What is needed is a copy of each line in the listing that contains "سلطان".
** Opening Data provided block **
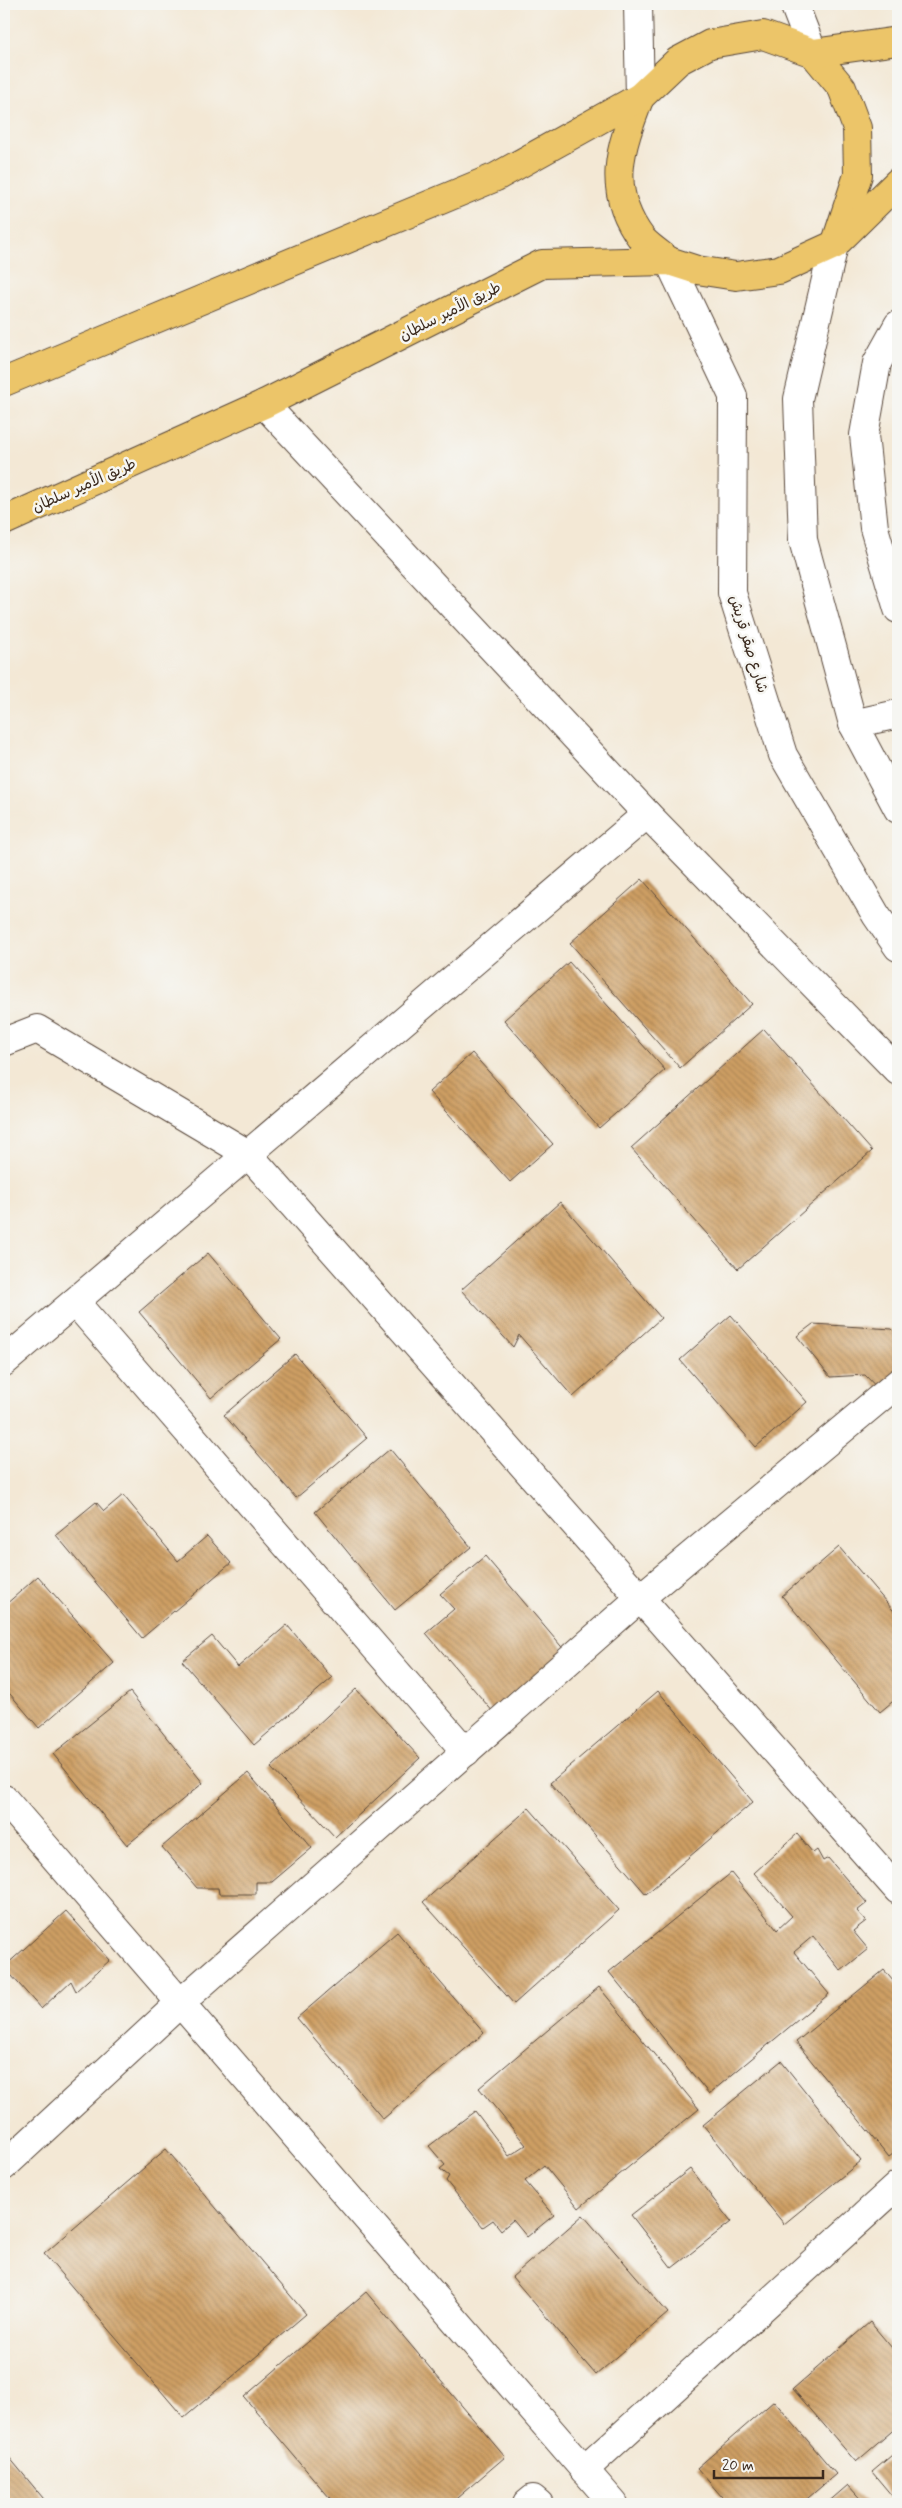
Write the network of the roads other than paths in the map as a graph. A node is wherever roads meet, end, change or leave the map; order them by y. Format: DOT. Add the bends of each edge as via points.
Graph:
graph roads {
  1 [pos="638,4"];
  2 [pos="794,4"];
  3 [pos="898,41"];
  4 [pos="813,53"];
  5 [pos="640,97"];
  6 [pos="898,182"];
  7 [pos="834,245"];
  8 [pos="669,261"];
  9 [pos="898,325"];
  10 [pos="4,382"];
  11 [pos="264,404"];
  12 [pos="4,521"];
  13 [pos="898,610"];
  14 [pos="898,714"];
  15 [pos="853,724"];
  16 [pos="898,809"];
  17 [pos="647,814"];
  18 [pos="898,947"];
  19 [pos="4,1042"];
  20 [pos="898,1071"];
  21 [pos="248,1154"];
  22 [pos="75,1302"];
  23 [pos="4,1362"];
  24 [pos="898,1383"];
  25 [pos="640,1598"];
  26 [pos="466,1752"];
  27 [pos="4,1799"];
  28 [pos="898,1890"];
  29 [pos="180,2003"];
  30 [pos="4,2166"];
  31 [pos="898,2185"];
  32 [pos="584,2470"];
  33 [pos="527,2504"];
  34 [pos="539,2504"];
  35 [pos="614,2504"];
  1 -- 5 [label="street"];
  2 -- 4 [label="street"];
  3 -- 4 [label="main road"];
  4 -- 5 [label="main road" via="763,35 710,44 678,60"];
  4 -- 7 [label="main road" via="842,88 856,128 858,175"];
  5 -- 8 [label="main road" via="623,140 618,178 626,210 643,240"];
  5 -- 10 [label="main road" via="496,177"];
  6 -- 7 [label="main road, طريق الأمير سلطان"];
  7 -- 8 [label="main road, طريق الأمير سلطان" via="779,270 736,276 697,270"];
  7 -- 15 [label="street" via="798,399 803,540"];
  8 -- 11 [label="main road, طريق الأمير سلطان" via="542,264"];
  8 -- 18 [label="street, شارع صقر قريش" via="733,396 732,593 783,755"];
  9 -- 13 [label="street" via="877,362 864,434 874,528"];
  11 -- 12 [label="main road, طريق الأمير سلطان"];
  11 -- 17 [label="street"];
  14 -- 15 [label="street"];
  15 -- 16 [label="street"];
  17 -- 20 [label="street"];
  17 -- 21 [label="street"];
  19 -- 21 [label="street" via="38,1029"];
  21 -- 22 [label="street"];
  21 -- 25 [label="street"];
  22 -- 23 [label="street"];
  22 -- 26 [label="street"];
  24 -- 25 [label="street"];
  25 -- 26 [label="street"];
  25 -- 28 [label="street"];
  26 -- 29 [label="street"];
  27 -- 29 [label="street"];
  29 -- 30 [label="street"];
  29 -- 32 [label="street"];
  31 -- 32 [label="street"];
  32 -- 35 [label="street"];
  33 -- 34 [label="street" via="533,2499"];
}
** Closing Data provided block **
== Your solution ==
  6 -- 7 [label="main road, طريق الأمير سلطان"];
  7 -- 8 [label="main road, طريق الأمير سلطان" via="779,270 736,276 697,270"];
  8 -- 11 [label="main road, طريق الأمير سلطان" via="542,264"];
  11 -- 12 [label="main road, طريق الأمير سلطان"];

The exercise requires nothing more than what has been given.